Karl Marx wrote in Capital that capitalists are basically fetishists, worshipping mystical powers that workers impart to the goods they create (sounds like Prada to me). Before latex, fetishists had made do with what they had—fur, silk, and tight-laced corsets. That was until 1823, when Scottish chemist Charles Macintosh concocted the rubberized fabric that laid the foundations for future BDSM fantasy. Though his Mackintosh coats were smelly, sticky, and sometimes melted on hot days, they were also hugely popular. Valerie Steele, author of Fetish: Fashion, Sex, & Power, identifies England’s Mackintosh Society as one of the modern era’s first fetishist organizations. During her research, she found a 1920s fetish magazine titled London Life that detailed “the thrill of maccing.” Today you can buy a snappy Mackintosh raincoat for $800 from J.Crew.

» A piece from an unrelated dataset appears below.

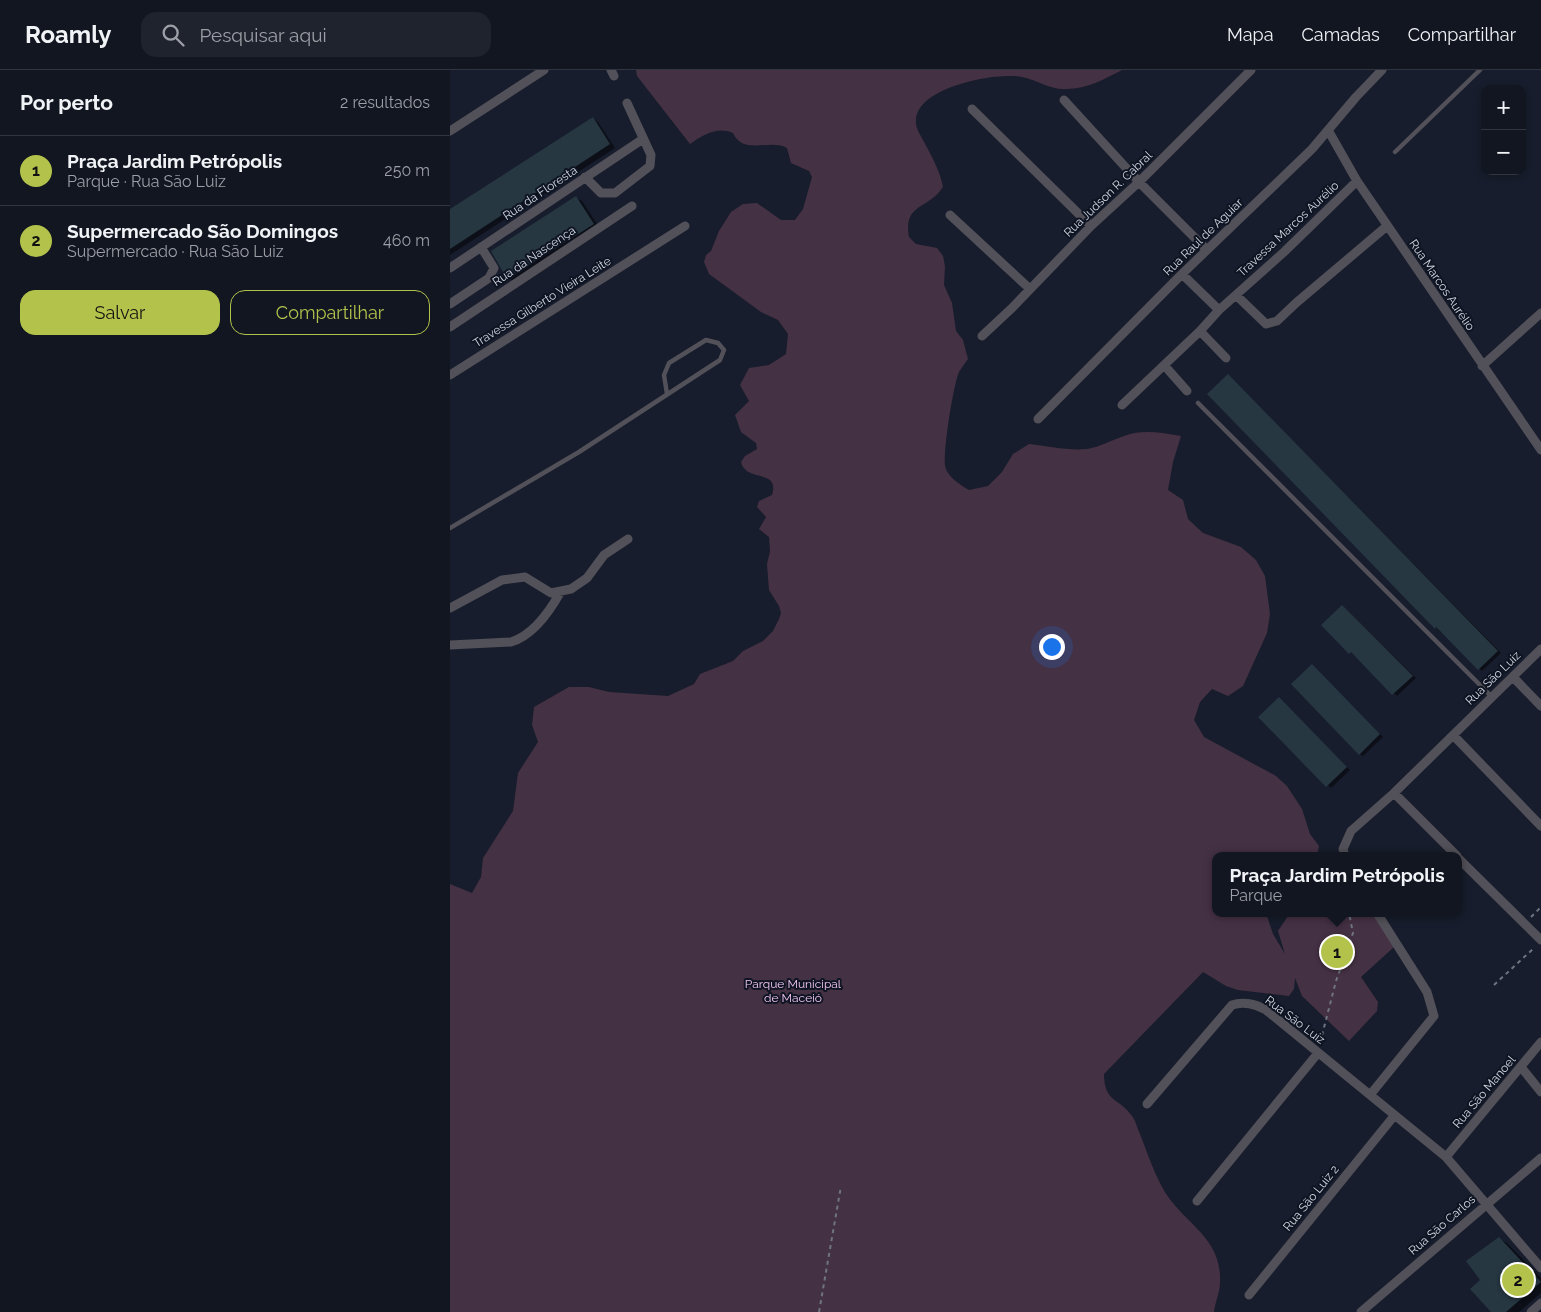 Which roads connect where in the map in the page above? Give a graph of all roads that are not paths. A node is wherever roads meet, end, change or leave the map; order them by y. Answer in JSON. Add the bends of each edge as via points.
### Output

When Willi was a horny teenager he happened to peek in a trash can and find a porno mag filled entirely with photos of women wearing latex. It was then he realized that he wasn’t alone; there were others in this world who shared his obsession with the material. Willi began seeking out more information about his peculiar proclivity. He read books like Fetishes and Rituals in Modern Industrial Societies to learn more about fetishism, the etymology of which originates with the word feitiço—Portuguese for objects Africans worshipped and believed to be bewitched or possessed by fairies.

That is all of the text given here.